(Dinner conversation — while I was eating something involving salsa)
- Robert: I am really enjoying this book I’m reading.
- Me: Let me guess: historical fiction? or perhaps music history?
- Robert: Mid-to-Late 18th Century Viennese Music History.
- Me: Wow, that’s pretty specific. So, Haydn, Mozart, and those boys.
- Robert: Yes. I was just reading up on Haydn’s remains, in fact.
- Me: (anxious to show off my smarts to Mr. Music History) Oh! I remember an interesting story about that! I visited the chapel in Eisenstadt where he’s buried. There was a very tidy middle-aged woman in a red hat who told us the saga of his wandering corpse. It sort of arrived in stages, right?
- Robert: Yeah, Haydn really got around after he was dead!
(he launched into lecture mode, so I whipped out my phone to take notes — what follows is a paraphrase, but it’s damn close)

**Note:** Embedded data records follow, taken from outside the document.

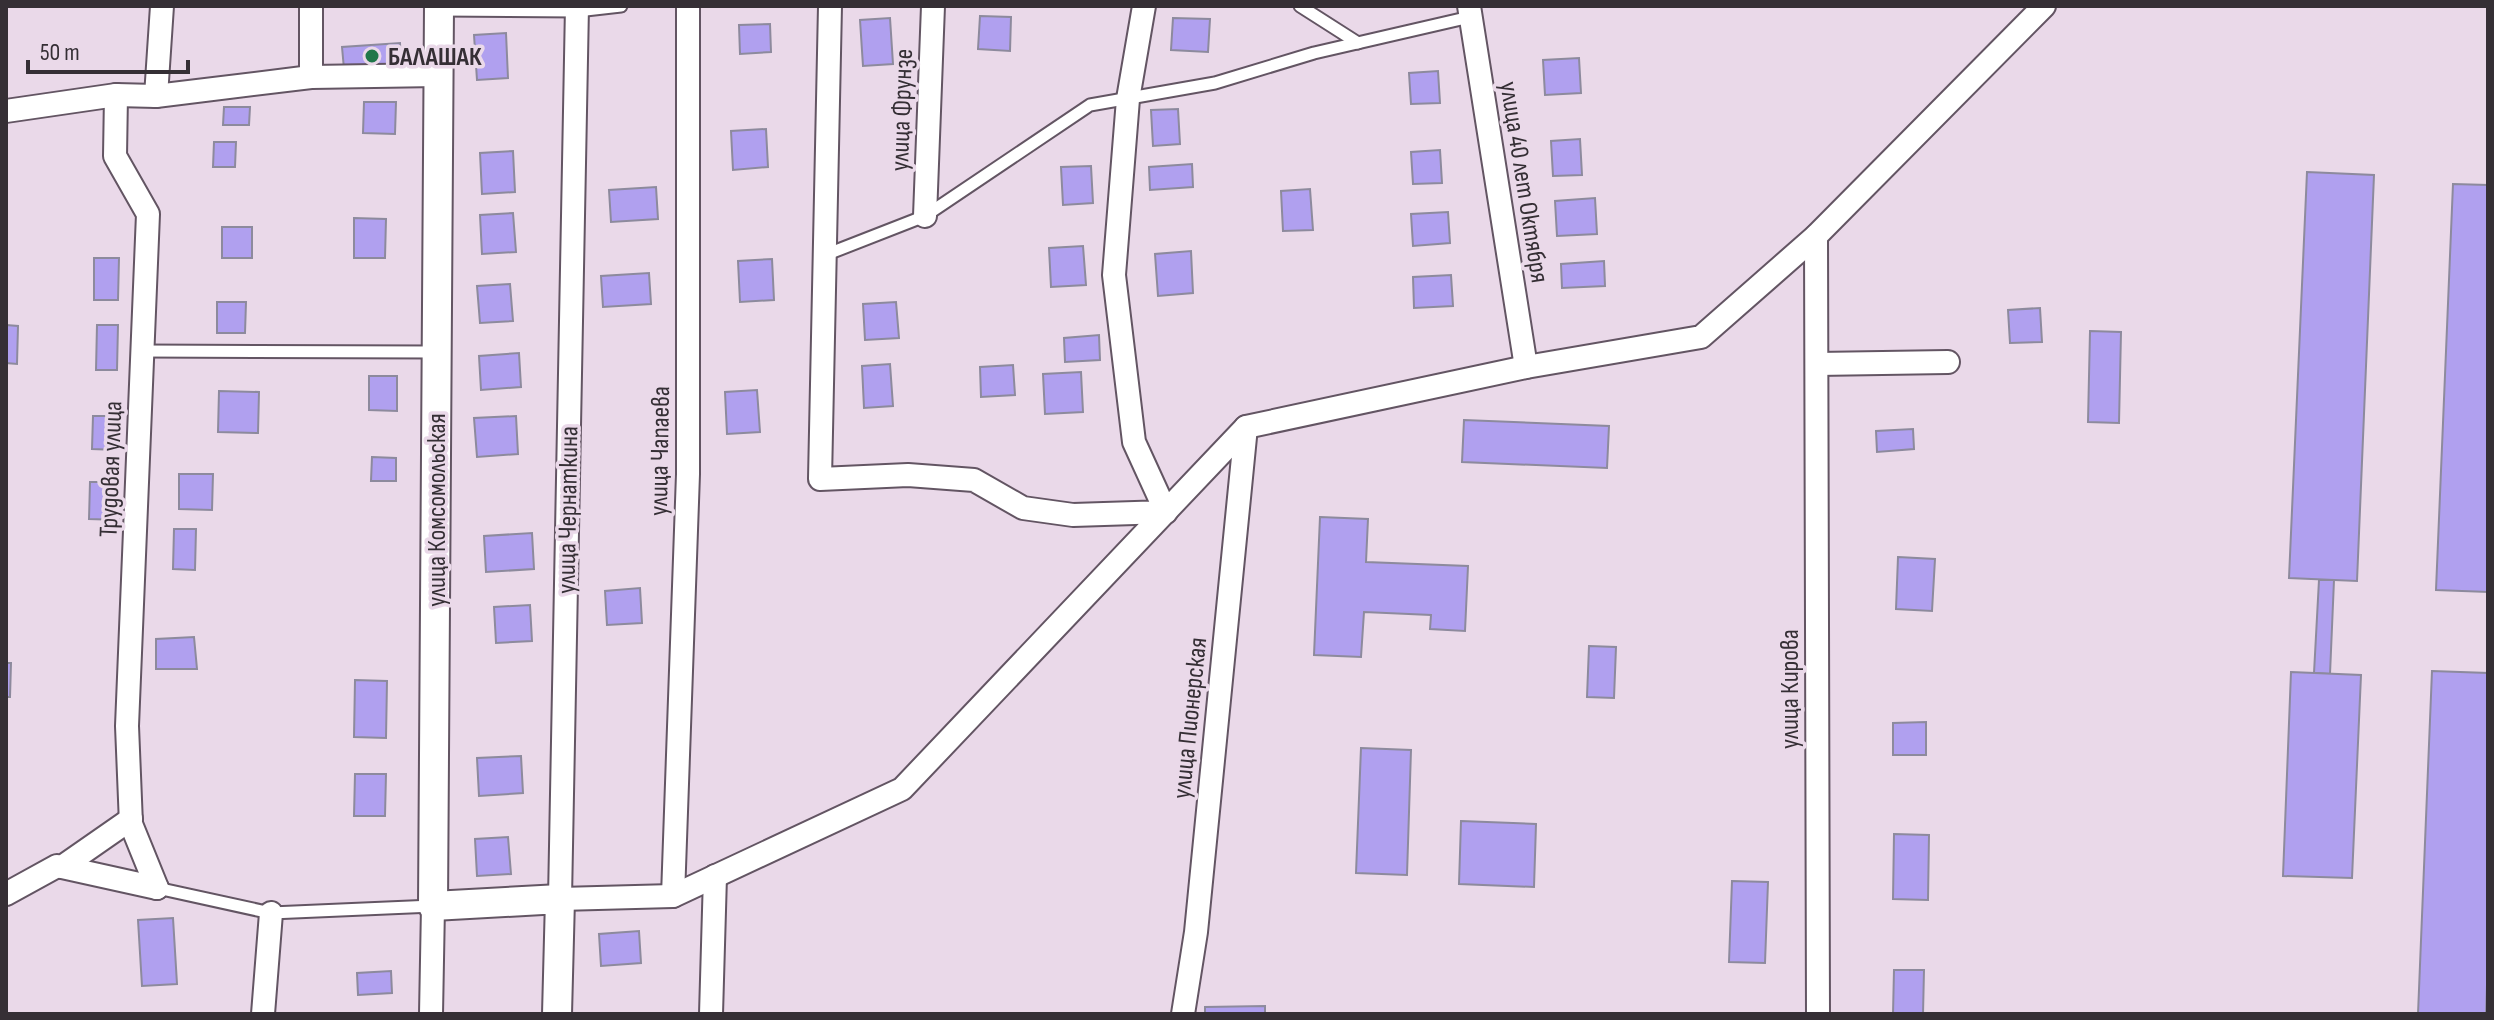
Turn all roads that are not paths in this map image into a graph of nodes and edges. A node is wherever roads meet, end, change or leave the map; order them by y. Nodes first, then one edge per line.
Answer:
1 (162, 6) edge
2 (311, 6) edge
3 (621, 6) edge
4 (688, 6) edge
5 (830, 6) edge
6 (933, 6) edge
7 (1144, 6) edge
8 (1300, 6) edge
9 (2044, 6) edge
10 (439, 8) edge
11 (577, 9) edge
12 (1469, 12) edge
13 (1358, 43) junction
14 (438, 75) junction
15 (311, 77) junction
16 (116, 95) junction
17 (156, 96) junction
18 (1128, 99) junction
19 (6, 111) edge
20 (925, 216) junction
21 (1816, 236) junction
22 (825, 255) junction
23 (143, 351) junction
24 (437, 352) junction
25 (1948, 362) dead end
26 (1817, 364) junction
27 (1526, 367) junction
28 (1246, 427) junction
29 (1166, 512) junction
30 (131, 819) junction
31 (62, 867) junction
32 (715, 876) junction
33 (157, 888) junction
34 (6, 894) edge
35 (673, 896) junction
36 (560, 899) junction
37 (433, 906) junction
38 (271, 913) junction
39 (263, 1014) edge
40 (431, 1014) edge
41 (557, 1014) edge
42 (711, 1014) edge
43 (1183, 1014) edge
44 (1818, 1014) edge

1 - 17 street
2 - 15 street
3 - 11 lane
4 - 35 street, улица Чапаева
5 - 22 street
6 - 20 street, улица Фрунзе
7 - 18 street
8 - 13 lane
9 - 21 street
10 - 11 lane
10 - 14 street, улица Комсомольская
11 - 36 street, улица Чернаткина
12 - 13 lane
12 - 27 street, улица 40 лет Октября
13 - 18 lane
14 - 15 street
14 - 24 street, улица Комсомольская
15 - 17 street
16 - 17 street
16 - 19 street
16 - 23 street, Трудовая улица
18 - 20 lane
18 - 29 street
20 - 22 lane
21 - 26 street, улица Кирова
21 - 27 street
22 - 29 street
23 - 24 lane
23 - 30 street, Трудовая улица
24 - 37 street, улица Комсомольская
25 - 26 street
26 - 44 street, улица Кирова
27 - 28 street
28 - 29 street
28 - 43 street, улица Пионерская
29 - 32 street
30 - 31 street
30 - 33 street, Трудовая улица
31 - 33 street
31 - 34 street
32 - 35 street
32 - 42 street
33 - 38 lane
35 - 36 street
36 - 37 street
36 - 41 street, улица Чернаткина
37 - 38 lane
37 - 40 street, улица Комсомольская
38 - 39 street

- He died in Vienna when it was occupied by Napoleon, so the Esterhazy family couldn’t have his body brought to Eisenstadt. He had to be buried in Vienna. But, a phrenologist dug up his corpse, lopped off his head, and ran off with it for research. It was standard practice for this guy and everybody knew about his methods. About 10 years later, the Esterhazys exhumed Haydn’s body for transport to Eisenstadt but discovered it was headless. They approached the phrenologist who didn’t want to give up Haydn’s skull so he gave them someone else’s — claiming it was Haydn’s. He stuffed the skull into a mattress for “safe keeping” and when he died, it was passed around quite a bit — probably to the highest bidder. In the early 1930s it ended up at some Music Society where it was kept on display for an admission fee. The Esterhazy descendants heard about it and started trying to reunite the head with its body. They created this ornate tomb for him at the Bergkirche in Eisenstadt — that’s where you were. It wasn’t until 1954 (almost 150 years after his death) that Haydn’s head was finally placed in the tomb with his corpse.
- Me: (riveted — and direct quoting again, now) So, did they ever figure out who the other head belonged to?
- Robert: Nope. It’s still there in the tomb with all of the real Haydn.
- Me: So there are two heads in Haydn’s tomb?
- Robert: Evidently. So they say.
- Me: Wow. Amazing.
- Robert: But not uncommon. Composer relic collection was as big among music enthusiasts as Saint collection was in Catholicism. Chopin’s sister carried his heart all the way from France to Poland in her purse!
- Me: (looking at my plate full of chunky red sauce) I seem to have lost my appetite all of a sudden.